◆ THE PROBLEM
Each record below should be reproduced as it is written, with pictures left out entirely.

◆ PROVIDED RECORDS
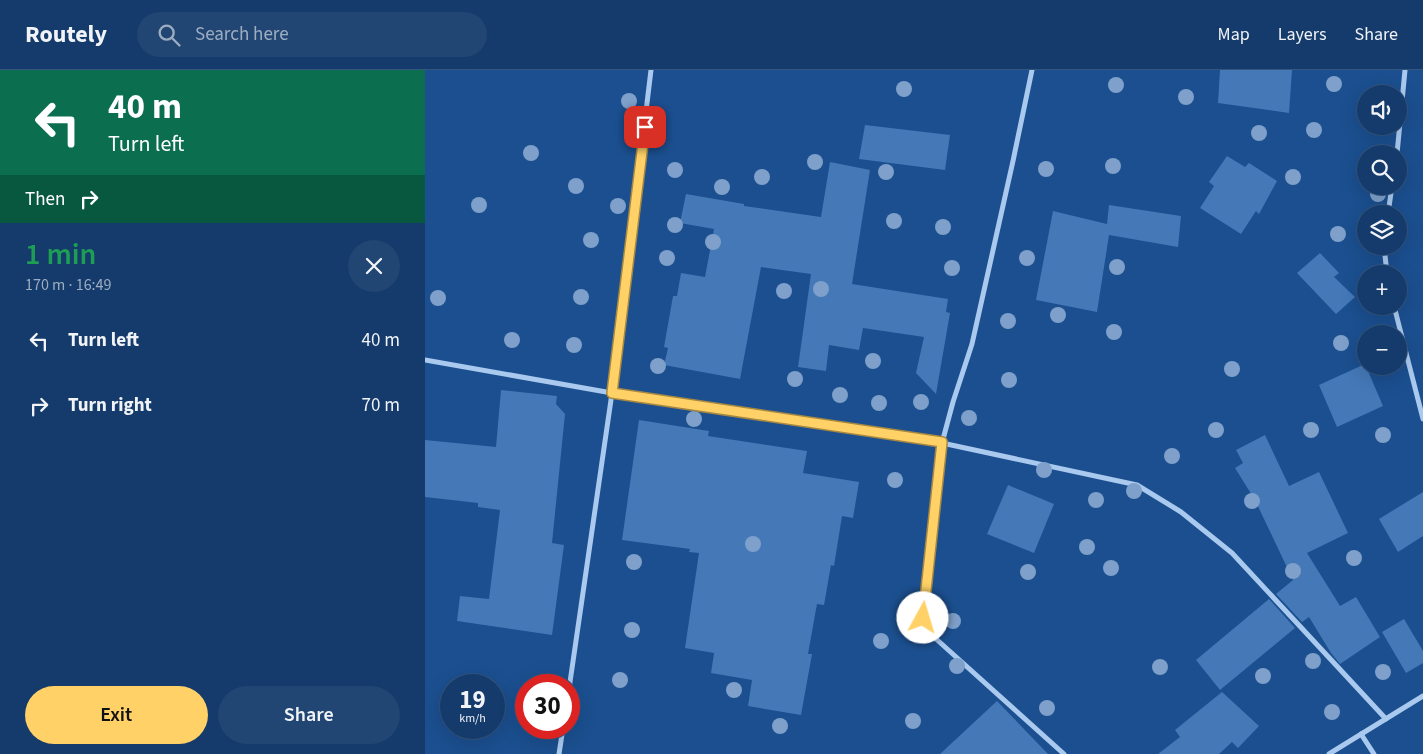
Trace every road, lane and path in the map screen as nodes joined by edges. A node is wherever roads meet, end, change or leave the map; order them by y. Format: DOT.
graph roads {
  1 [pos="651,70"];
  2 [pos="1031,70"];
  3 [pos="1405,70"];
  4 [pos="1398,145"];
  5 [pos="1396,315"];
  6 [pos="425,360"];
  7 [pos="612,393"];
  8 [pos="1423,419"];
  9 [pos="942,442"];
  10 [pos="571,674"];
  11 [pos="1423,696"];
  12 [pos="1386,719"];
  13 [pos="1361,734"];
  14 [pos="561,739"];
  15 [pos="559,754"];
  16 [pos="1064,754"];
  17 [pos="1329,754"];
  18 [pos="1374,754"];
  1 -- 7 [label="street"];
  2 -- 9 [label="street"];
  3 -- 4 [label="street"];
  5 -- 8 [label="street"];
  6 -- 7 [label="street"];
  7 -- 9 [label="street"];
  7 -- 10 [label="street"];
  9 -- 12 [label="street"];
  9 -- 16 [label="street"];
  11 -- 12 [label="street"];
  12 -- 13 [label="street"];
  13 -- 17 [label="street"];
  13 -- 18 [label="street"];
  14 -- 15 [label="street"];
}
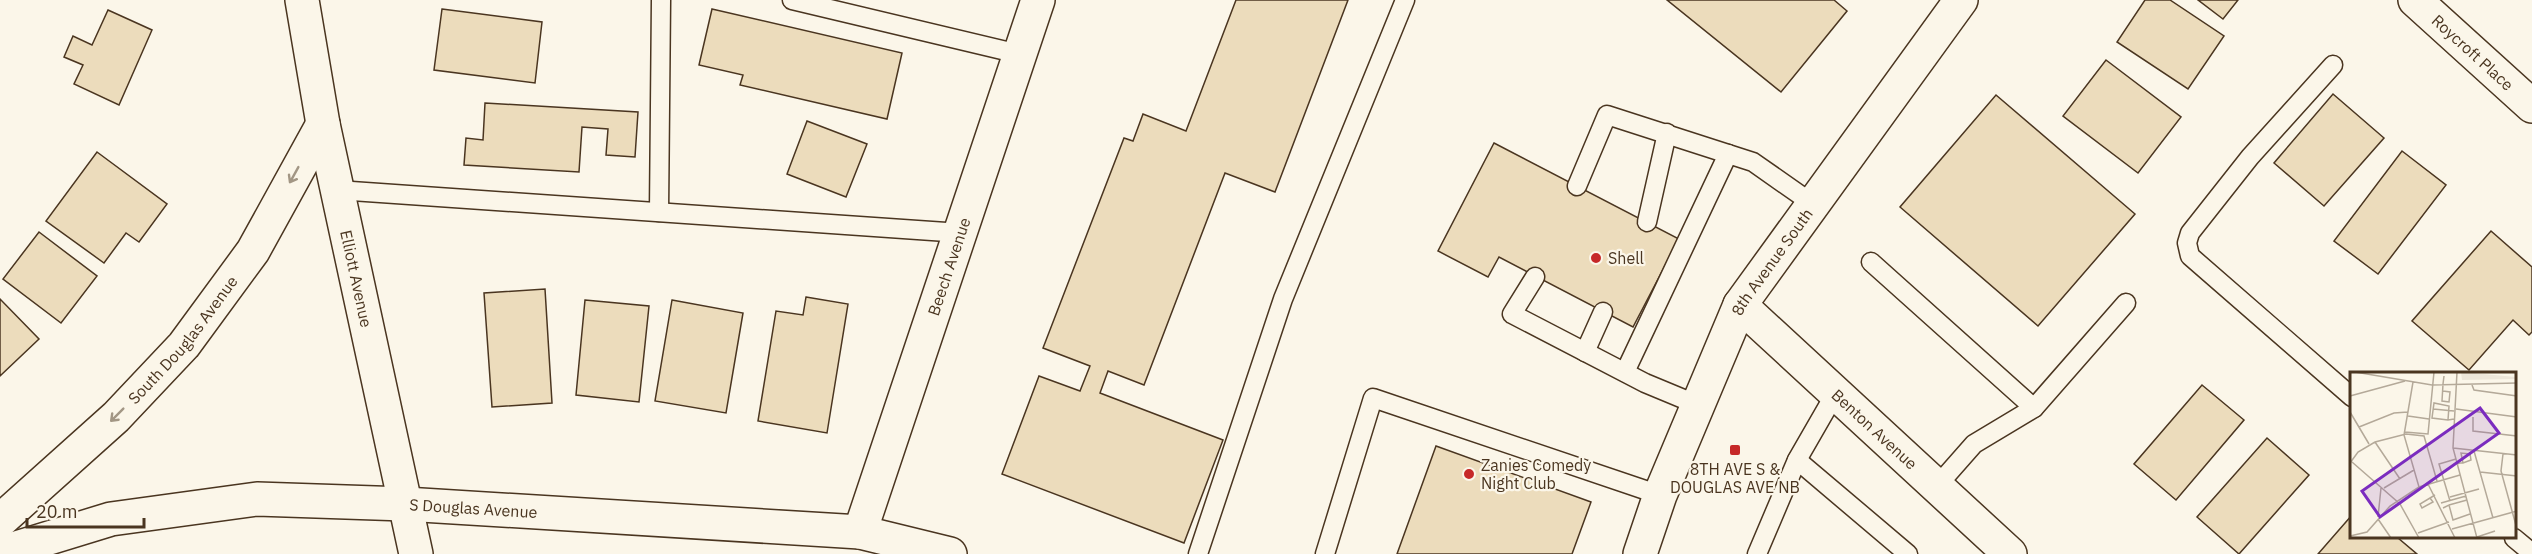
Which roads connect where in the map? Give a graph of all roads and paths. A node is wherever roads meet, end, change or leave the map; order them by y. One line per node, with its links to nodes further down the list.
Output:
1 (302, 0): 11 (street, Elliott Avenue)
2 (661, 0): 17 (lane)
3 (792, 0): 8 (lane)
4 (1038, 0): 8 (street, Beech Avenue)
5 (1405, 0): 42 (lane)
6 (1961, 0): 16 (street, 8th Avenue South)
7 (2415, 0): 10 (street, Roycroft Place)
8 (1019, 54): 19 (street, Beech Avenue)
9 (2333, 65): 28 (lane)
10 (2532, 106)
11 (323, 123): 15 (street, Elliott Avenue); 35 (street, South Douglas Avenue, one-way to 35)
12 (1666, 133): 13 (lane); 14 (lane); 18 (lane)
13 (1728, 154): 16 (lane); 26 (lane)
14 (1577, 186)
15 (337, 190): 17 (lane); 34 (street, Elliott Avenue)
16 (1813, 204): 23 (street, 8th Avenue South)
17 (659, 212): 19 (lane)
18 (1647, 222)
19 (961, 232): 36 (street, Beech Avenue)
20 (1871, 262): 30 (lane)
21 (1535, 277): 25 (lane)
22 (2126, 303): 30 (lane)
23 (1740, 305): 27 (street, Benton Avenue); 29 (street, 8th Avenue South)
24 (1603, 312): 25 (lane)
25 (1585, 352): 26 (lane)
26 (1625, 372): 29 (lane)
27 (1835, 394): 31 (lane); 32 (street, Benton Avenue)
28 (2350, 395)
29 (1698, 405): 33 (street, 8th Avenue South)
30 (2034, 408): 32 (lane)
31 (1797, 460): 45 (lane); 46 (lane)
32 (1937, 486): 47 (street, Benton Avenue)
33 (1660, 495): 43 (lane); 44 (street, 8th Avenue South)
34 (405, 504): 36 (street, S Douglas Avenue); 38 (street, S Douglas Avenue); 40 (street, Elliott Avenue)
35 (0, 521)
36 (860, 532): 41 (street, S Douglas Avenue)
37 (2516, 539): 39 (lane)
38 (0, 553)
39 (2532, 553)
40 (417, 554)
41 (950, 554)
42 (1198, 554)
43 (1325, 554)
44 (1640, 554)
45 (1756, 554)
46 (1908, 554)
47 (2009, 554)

◆ TASK OUTPUT
Trace every road, lane and path in the map screen as nodes joined by edges. A node is wherever roads meet, end, change or leave the map; order them by y. Format: DOT.
graph roads {
  1 [pos="651,70"];
  2 [pos="1031,70"];
  3 [pos="1405,70"];
  4 [pos="1398,145"];
  5 [pos="1396,315"];
  6 [pos="425,360"];
  7 [pos="612,393"];
  8 [pos="1423,419"];
  9 [pos="942,442"];
  10 [pos="571,674"];
  11 [pos="1423,696"];
  12 [pos="1386,719"];
  13 [pos="1361,734"];
  14 [pos="561,739"];
  15 [pos="559,754"];
  16 [pos="1064,754"];
  17 [pos="1329,754"];
  18 [pos="1374,754"];
  1 -- 7 [label="street"];
  2 -- 9 [label="street"];
  3 -- 4 [label="street"];
  5 -- 8 [label="street"];
  6 -- 7 [label="street"];
  7 -- 9 [label="street"];
  7 -- 10 [label="street"];
  9 -- 12 [label="street"];
  9 -- 16 [label="street"];
  11 -- 12 [label="street"];
  12 -- 13 [label="street"];
  13 -- 17 [label="street"];
  13 -- 18 [label="street"];
  14 -- 15 [label="street"];
}
Which roads connect where in the map? Give a graph of all roads and paths. A node is wherever roads meet, end, change or leave the map; order them by y. One line per node, with its links to nodes further down the list.
Output:
1 (302, 0): 11 (street, Elliott Avenue)
2 (661, 0): 17 (lane)
3 (792, 0): 8 (lane)
4 (1038, 0): 8 (street, Beech Avenue)
5 (1405, 0): 42 (lane)
6 (1961, 0): 16 (street, 8th Avenue South)
7 (2415, 0): 10 (street, Roycroft Place)
8 (1019, 54): 19 (street, Beech Avenue)
9 (2333, 65): 28 (lane)
10 (2532, 106)
11 (323, 123): 15 (street, Elliott Avenue); 35 (street, South Douglas Avenue, one-way to 35)
12 (1666, 133): 13 (lane); 14 (lane); 18 (lane)
13 (1728, 154): 16 (lane); 26 (lane)
14 (1577, 186)
15 (337, 190): 17 (lane); 34 (street, Elliott Avenue)
16 (1813, 204): 23 (street, 8th Avenue South)
17 (659, 212): 19 (lane)
18 (1647, 222)
19 (961, 232): 36 (street, Beech Avenue)
20 (1871, 262): 30 (lane)
21 (1535, 277): 25 (lane)
22 (2126, 303): 30 (lane)
23 (1740, 305): 27 (street, Benton Avenue); 29 (street, 8th Avenue South)
24 (1603, 312): 25 (lane)
25 (1585, 352): 26 (lane)
26 (1625, 372): 29 (lane)
27 (1835, 394): 31 (lane); 32 (street, Benton Avenue)
28 (2350, 395)
29 (1698, 405): 33 (street, 8th Avenue South)
30 (2034, 408): 32 (lane)
31 (1797, 460): 45 (lane); 46 (lane)
32 (1937, 486): 47 (street, Benton Avenue)
33 (1660, 495): 43 (lane); 44 (street, 8th Avenue South)
34 (405, 504): 36 (street, S Douglas Avenue); 38 (street, S Douglas Avenue); 40 (street, Elliott Avenue)
35 (0, 521)
36 (860, 532): 41 (street, S Douglas Avenue)
37 (2516, 539): 39 (lane)
38 (0, 553)
39 (2532, 553)
40 (417, 554)
41 (950, 554)
42 (1198, 554)
43 (1325, 554)
44 (1640, 554)
45 (1756, 554)
46 (1908, 554)
47 (2009, 554)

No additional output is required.